Scoperto in Romania un mercato nero di ovuli: tra i clienti, molte coppie italiane
Quanto vale un ovocita, pronto per essere fecondato? Duecentocinquanta euro, cioè il costo di una mediocre bicicletta o di un vestito. In Romania spunta un triste mercato (utilizzatrici finali anche molte donne italiane) messo a nudo da un blitz della Direzione criminalità organizzata. Trenta gli arresti, decine le perquisizioni. Sequestrati documenti e computer. L’indagine parte da un annuncio in apparenza innocente: «(Offriamo) analisi gratuite e 250 dollari alle donne (tra i 18 e i 30 anni) che desiderano donare ovociti a donne straniere con problemi di fertilità».

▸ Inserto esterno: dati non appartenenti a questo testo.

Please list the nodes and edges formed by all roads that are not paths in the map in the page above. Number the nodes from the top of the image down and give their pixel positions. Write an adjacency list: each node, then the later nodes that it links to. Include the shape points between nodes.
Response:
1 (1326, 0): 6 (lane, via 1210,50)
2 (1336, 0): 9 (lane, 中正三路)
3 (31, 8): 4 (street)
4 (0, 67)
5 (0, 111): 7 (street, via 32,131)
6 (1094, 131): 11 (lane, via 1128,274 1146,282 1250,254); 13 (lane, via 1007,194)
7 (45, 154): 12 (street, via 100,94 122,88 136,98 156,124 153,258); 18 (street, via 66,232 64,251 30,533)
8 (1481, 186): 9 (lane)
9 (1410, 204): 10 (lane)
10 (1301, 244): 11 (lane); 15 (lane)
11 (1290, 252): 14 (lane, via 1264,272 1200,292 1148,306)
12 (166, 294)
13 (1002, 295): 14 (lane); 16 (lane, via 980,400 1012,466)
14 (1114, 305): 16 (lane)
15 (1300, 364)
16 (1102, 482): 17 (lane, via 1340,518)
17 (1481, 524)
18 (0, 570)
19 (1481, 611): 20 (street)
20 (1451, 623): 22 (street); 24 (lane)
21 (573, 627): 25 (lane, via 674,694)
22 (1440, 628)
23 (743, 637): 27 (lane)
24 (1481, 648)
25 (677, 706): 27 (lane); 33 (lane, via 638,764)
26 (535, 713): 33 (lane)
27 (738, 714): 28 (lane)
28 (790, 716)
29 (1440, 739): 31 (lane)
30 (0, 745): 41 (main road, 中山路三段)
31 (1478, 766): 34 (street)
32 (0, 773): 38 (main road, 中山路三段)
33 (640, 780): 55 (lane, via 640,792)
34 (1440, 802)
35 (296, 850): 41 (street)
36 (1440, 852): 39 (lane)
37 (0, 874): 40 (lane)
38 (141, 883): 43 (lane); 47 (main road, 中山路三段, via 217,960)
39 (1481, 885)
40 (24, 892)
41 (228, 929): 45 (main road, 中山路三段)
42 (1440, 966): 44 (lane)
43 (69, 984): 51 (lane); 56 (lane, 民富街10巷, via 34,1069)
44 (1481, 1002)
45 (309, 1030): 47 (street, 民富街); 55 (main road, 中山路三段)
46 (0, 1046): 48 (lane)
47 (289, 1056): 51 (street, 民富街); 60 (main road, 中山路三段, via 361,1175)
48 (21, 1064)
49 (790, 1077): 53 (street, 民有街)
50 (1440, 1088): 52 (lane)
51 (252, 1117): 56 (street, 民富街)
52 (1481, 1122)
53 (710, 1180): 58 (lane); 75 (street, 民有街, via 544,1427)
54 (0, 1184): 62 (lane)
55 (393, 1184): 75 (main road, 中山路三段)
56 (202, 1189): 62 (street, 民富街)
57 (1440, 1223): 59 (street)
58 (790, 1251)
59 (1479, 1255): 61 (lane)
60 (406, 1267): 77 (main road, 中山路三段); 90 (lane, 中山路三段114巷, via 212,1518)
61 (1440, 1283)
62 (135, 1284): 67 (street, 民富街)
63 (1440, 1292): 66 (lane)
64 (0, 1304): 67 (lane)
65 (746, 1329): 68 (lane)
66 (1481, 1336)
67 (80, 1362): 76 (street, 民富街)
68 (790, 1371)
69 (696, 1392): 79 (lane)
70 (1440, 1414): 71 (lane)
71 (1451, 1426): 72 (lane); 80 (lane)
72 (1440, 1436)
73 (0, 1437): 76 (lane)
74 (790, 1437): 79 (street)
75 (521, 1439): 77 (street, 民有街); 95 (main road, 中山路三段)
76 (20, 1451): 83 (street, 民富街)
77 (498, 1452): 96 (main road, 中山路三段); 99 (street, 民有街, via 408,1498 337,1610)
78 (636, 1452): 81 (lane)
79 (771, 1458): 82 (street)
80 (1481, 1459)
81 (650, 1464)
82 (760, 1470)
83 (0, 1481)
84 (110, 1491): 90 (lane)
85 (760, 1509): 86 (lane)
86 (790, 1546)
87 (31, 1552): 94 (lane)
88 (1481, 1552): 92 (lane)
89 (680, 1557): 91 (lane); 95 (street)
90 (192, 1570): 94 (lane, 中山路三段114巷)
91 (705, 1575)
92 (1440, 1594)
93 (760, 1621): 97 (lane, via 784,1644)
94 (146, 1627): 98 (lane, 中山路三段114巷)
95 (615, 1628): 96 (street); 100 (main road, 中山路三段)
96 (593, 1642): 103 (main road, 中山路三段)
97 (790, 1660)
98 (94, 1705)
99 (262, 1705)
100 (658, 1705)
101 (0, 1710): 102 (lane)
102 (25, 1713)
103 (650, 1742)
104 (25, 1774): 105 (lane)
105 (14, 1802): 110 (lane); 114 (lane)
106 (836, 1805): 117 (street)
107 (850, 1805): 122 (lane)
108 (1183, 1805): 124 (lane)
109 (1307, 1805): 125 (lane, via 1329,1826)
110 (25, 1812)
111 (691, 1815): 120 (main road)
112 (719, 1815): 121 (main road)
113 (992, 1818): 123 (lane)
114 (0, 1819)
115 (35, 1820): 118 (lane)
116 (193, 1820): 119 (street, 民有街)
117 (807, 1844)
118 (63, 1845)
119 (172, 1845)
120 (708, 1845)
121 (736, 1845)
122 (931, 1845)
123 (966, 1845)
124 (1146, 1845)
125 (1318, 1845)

Ed è tuttora appeso ai muri, nei dintorni del Politecnico di Bucarest, a cura dei fantasiosi manager della clinica Sabyc, sospettata dalla procura romena di essere coinvolta in questo traffico illegale di cellule umane. Clienti, soprattutto italiane, israeliane e inglesi che hanno scelto la Romania per sottoporsi alla procreazione assistita. In cella medici e pazienti della clinica fondata nel 1999 da medici israeliani e specializzata in chirurgia estetica e procreazione assistita. Nelle cartelle cliniche e nella memoria dei pc, gli inquietanti segreti della Sabyc: scoperta anche una banca del seme, con ovuli ed embrioni illegali e dunque mai dichiarati alle autorità sanitarie e pure minuziosamente descritti sulla home page del sito. Arresti eccellenti. Come quelli di Harry Mironescu, direttore della clinica, Yair Miron, suo figlio e socio unico, entrambi israeliani, e la segretaria Cecilia Borzea. Lei aveva il compito di reclutare le giovani donne disposte a vendere gli ovuli a prezzo di saldo. Accusa, traffico illegale di ovuli per la fecondazione in vitro. Milleduecento gli interventi che hanno coinvolto negli ultimi anni coppie con problemi di fertilità, incoraggiate dalla legislazione romena, in teoria meno restrittiva rispetto ad altri Paesi europei. Il problema, però, era «come» raccogliere gli ovuli: la donazione di cellule in cambio di soldi è illegale. Le pazienti della clinica, oltre al prezzo dell’intervento (tra i 10 e i 15 mila euro), acquistavano pure gli ovociti espiantati. Non solo. Dal 2006, secondo la nuova legislazione, tutte le cliniche che si occupano della procreazione assistita, dovrebbero essere accreditate dall’Agenzia Nazionale per i Trapianti.
«La Sabyc ha ottenuto la nostra autorizzazione solo cinque giorni fa – spiega Victor Zota, direttore dell’Agenzia – perché fino a quella data risultavano inadempienti. Di conseguenza, dal 2006 lavorano in modo illegale. Fino a quella data migliaia di stranieri venivano in Romania perché era una "no man’s land", una terra senza regole precise, ma adesso non è più così. Adesso, la pena prevista per la donazione di cellule in cambio di una ricompensa è tra le più severe nell’Unione Europea: dai 3 ai 7 anni di carcere. Una specie di baby boom artificiale: il turismo riproduttivo coinvolge ogni anno 10 mila coppie italiane che vanno all’estero per risolvere i problemi di fertilità, secondo una ricerca realizzata dalla dottoressa Anna Pia Ferraretti, direttore scientifico della Società italiana di studi di medicina della riproduzione, assieme all’Eshre (European society of human reproduction and embryology). I poliziotti hanno trovato nei meandri della Sabyc 36 donne già sottoposte al trattamento per la procreazione assistita; negli archivi una black list, con i dati falsi delle donatrici, le loro generalità e le descrizioni fisiche modificate. «Se non c’è un controllo – chiude Ferraretti -, se non c’è trasparenza sia per le coppie che per le donatrici, si incorre in gravi rischi. Le stesse ragazze venditrici sono vittime dello sfruttamento».